Great work there Barry, I is always a pleasure to see how you do things.

PS: I love the DRO... my RF-31 is so bad about positioning the Z axis, lock the spindle and go back to find the dial is not even close to where it was left! Now it doesn't matter because I know exactly where the spindle is.


----------



## precisionworks (Oct 4, 2011)

Thanks Ray :thumbsup:

My normal milling sequence is to lower the tool, lock the quill, make a milling pass, unlock the quill, lower the tool, etc. Because there's nothing but a dog point set screw riding in a milled slot I have zero confidence that the quill will not rotate as it is lowered. Since the tool center is 6" offset from the spindle center there was a huge potential for error. On a knee mill there's no problem since the quill stays locked and the knee is raised to deepen the cut but this is not an option on a mill-drill. IMO the linear shaft & linear bearing is an elegant solution to a tough problem. 
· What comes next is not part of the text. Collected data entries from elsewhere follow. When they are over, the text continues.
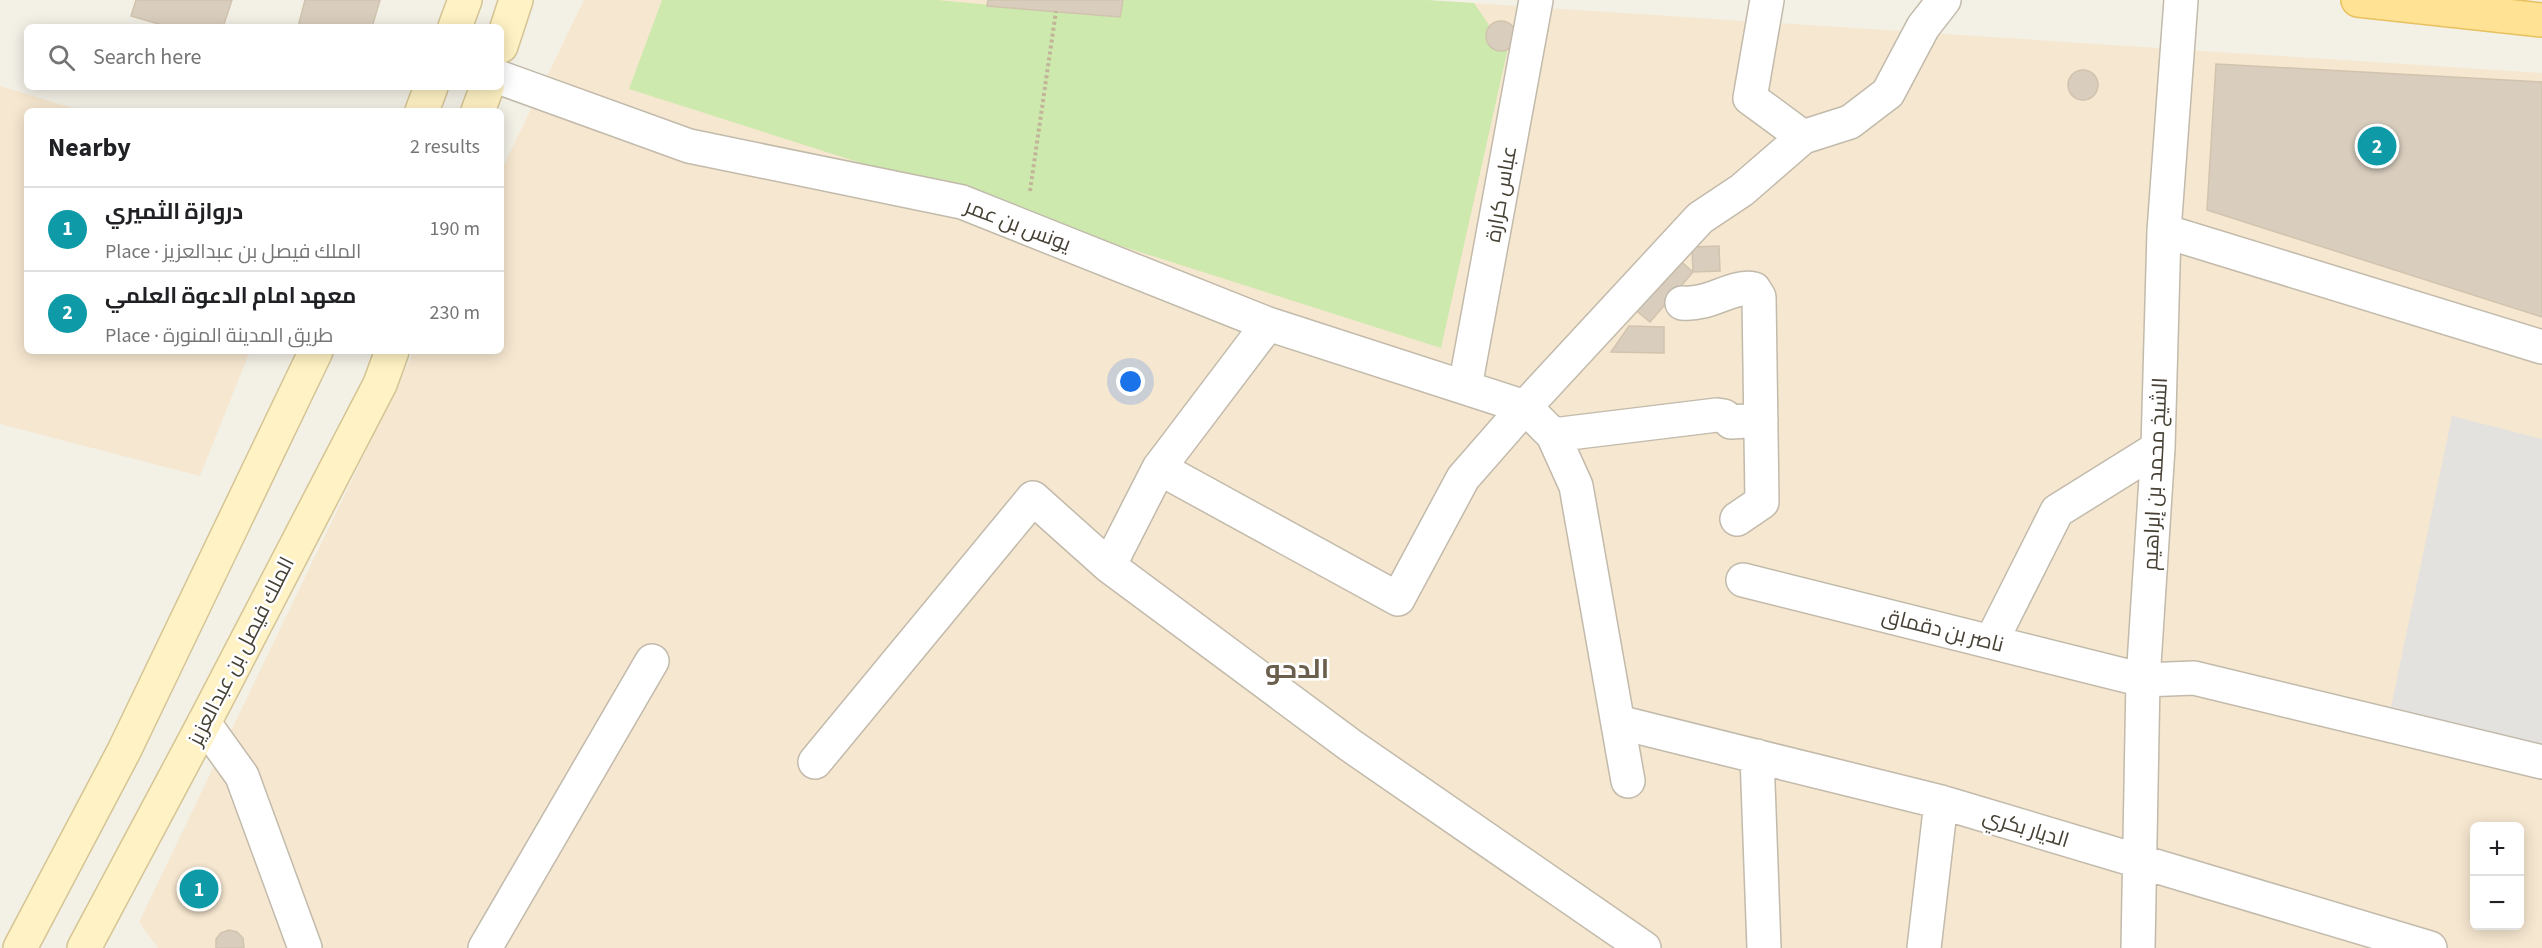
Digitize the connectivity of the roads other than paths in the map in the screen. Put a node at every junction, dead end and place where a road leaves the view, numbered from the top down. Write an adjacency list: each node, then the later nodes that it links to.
1 (465, 0): 9 (street)
2 (516, 0): 10 (street)
3 (1536, 0): 23 (street, عباس كرارة)
4 (1767, 0): 16 (street)
5 (1944, 0): 16 (street)
6 (2181, 0): 17 (street, الشيخ محمد بن إبراهيم)
7 (2358, 0): 8 (main road)
8 (2542, 20)
9 (455, 24)
10 (504, 37)
11 (504, 79): 19 (street, يونس بن عمر)
12 (430, 90): 14 (street)
13 (486, 90): 15 (street)
14 (423, 108)
15 (479, 108)
16 (1803, 137): 24 (street)
17 (2164, 231): 20 (street); 27 (street, الشيخ محمد بن إبراهيم)
18 (1682, 303): 25 (street)
19 (1268, 324): 23 (street, يونس بن عمر); 28 (street)
20 (2542, 347)
21 (315, 354): 43 (street)
22 (391, 354): 36 (street, الملك فيصل بن عبدالعزيز)
23 (1465, 387): 24 (street, يونس بن عمر)
24 (1525, 407): 26 (street); 28 (street)
25 (1761, 420): 26 (street); 29 (street)
26 (1553, 435): 35 (street)
27 (2158, 448): 32 (street); 34 (street, الشيخ محمد بن إبراهيم)
28 (1159, 468): 30 (street)
29 (1737, 519)
30 (1109, 566): 38 (street); 47 (street)
31 (1743, 580): 32 (street, ناصر بن دقماق)
32 (1991, 642): 34 (street, ناصر بن دقماق)
33 (652, 662): 46 (street)
34 (2143, 680): 39 (street, ناصر بن دقماق); 42 (street, الشيخ محمد بن إبراهيم)
35 (1618, 722): 37 (street, الديار بكري); 40 (street)
36 (204, 723): 44 (street, الملك فيصل بن عبدالعزيز); 45 (street)
37 (1757, 756): 41 (street, الديار بكري); 48 (street)
38 (815, 762)
39 (2542, 762)
40 (1628, 781)
41 (1941, 802): 42 (street, الديار بكري); 49 (street)
42 (2140, 862): 50 (street, الشيخ محمد بن إبراهيم); 51 (street, الديار بكري)
43 (20, 948)
44 (84, 948)
45 (306, 948)
46 (485, 948)
47 (1644, 948)
48 (1764, 948)
49 (1924, 948)
50 (2138, 948)
51 (2430, 948)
The DRO is a welcome addition, especially when moving the tool down only .006" per pass in Ti 6-4. I will not miss the dial at all.



> Mine isn't a Mitu though!


$110 delivered from a member on the PM forum. Brand new old stock, about $250 retail.


----------



## StrikerDown (Oct 5, 2011)

Dog point set screw is a better name for it than I used! 
On mine the quill can rotate enough that with a 6" arm the shift could be as much as an half inch. There must be a way to tighten it up, maybe a larger dog point would help, but only so much, too tight and it would drag.

The DRO:


----------



## precisionworks (Oct 5, 2011)

Your photo reminds me of something else I did to mine which was to put a sharper bend in the quill locking handle. It bends easily when heated red hot & the "straighter" handle is a lot easier to operate. Then it's a matter of getting the handle to unlock in the 11:00 position & lock up around 2:00-3:00.


----------



## precisionworks (Oct 5, 2011)

Used the new SST (Super Spacer Transporter) to move the SS off the bench. The SST is a plywood box with corner reinforcements & a tempered Masonite top that snugly fits on top of my hydraulic lift table. 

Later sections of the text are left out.